Look through the records, and whenever a line includes the word "Urbina", copy it.

Start of Exercise material

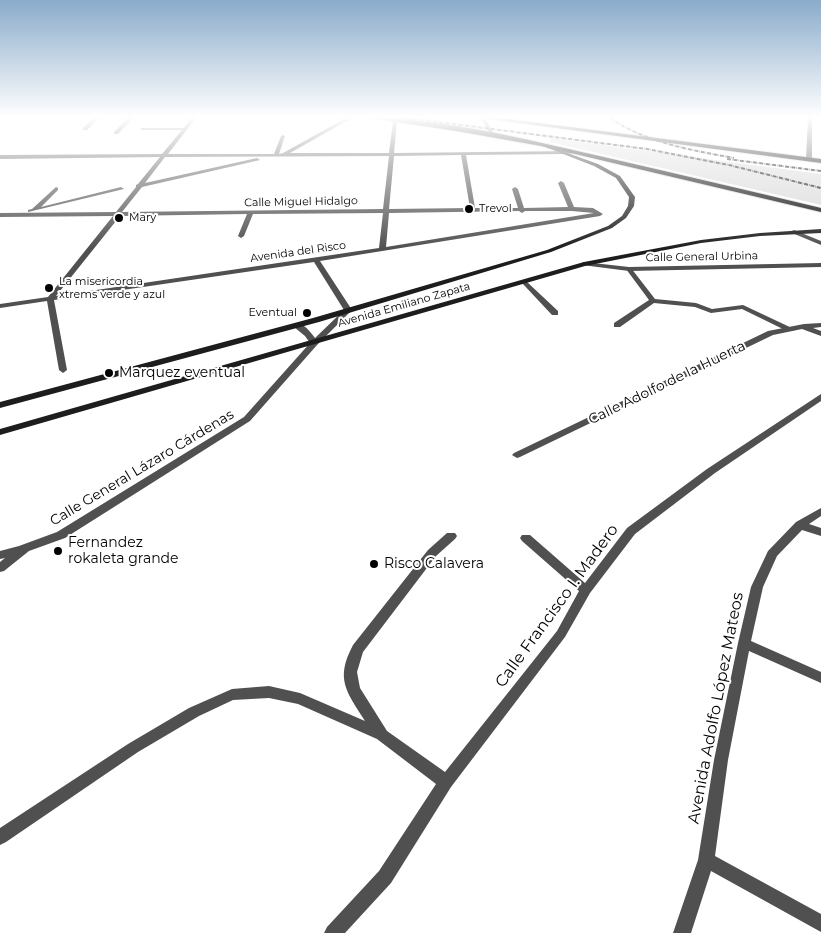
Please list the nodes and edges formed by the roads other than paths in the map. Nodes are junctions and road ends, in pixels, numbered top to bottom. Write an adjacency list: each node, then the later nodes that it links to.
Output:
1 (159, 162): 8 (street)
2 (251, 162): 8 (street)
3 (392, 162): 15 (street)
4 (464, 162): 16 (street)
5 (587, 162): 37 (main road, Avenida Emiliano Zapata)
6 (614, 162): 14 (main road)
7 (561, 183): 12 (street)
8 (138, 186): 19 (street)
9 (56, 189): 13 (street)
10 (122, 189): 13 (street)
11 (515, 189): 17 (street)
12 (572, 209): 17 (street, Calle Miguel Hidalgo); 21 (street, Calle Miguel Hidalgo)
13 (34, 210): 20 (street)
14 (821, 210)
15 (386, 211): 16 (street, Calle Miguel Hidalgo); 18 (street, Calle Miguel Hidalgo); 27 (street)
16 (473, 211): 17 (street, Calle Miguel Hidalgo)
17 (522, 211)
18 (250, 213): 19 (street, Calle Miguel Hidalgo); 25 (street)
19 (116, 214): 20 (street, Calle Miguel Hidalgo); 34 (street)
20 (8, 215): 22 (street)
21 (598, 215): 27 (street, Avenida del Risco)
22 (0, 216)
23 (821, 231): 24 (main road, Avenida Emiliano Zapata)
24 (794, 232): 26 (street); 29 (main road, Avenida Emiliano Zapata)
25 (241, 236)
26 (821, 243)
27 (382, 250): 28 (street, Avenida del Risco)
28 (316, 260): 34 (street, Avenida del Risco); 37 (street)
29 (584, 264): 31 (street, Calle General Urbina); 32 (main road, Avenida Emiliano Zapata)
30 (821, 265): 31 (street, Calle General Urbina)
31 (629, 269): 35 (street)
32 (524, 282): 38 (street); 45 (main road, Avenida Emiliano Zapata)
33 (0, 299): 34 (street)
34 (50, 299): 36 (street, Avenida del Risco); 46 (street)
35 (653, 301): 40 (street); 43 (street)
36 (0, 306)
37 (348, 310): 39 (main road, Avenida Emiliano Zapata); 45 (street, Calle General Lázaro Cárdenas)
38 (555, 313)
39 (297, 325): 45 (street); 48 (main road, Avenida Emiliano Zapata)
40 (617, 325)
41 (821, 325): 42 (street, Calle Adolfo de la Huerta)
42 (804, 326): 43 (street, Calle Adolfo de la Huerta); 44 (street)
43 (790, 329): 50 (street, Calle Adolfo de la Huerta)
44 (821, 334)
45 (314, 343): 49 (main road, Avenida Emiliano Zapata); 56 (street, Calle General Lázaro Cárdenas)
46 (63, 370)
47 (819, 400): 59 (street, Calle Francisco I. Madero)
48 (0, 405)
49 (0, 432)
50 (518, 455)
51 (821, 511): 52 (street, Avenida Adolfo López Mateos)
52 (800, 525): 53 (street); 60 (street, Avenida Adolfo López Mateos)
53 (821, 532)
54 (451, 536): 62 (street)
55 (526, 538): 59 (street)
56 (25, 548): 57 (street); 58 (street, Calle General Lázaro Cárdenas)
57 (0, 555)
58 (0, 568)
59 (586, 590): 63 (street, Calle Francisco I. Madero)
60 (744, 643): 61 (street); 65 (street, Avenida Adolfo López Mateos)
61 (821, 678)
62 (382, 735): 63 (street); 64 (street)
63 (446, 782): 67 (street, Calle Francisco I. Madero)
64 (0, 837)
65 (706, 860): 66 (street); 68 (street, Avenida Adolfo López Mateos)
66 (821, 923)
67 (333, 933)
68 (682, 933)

End of Exercise material

* **Completed exercise**
29 (584, 264): 31 (street, Calle General Urbina); 32 (main road, Avenida Emiliano Zapata)
30 (821, 265): 31 (street, Calle General Urbina)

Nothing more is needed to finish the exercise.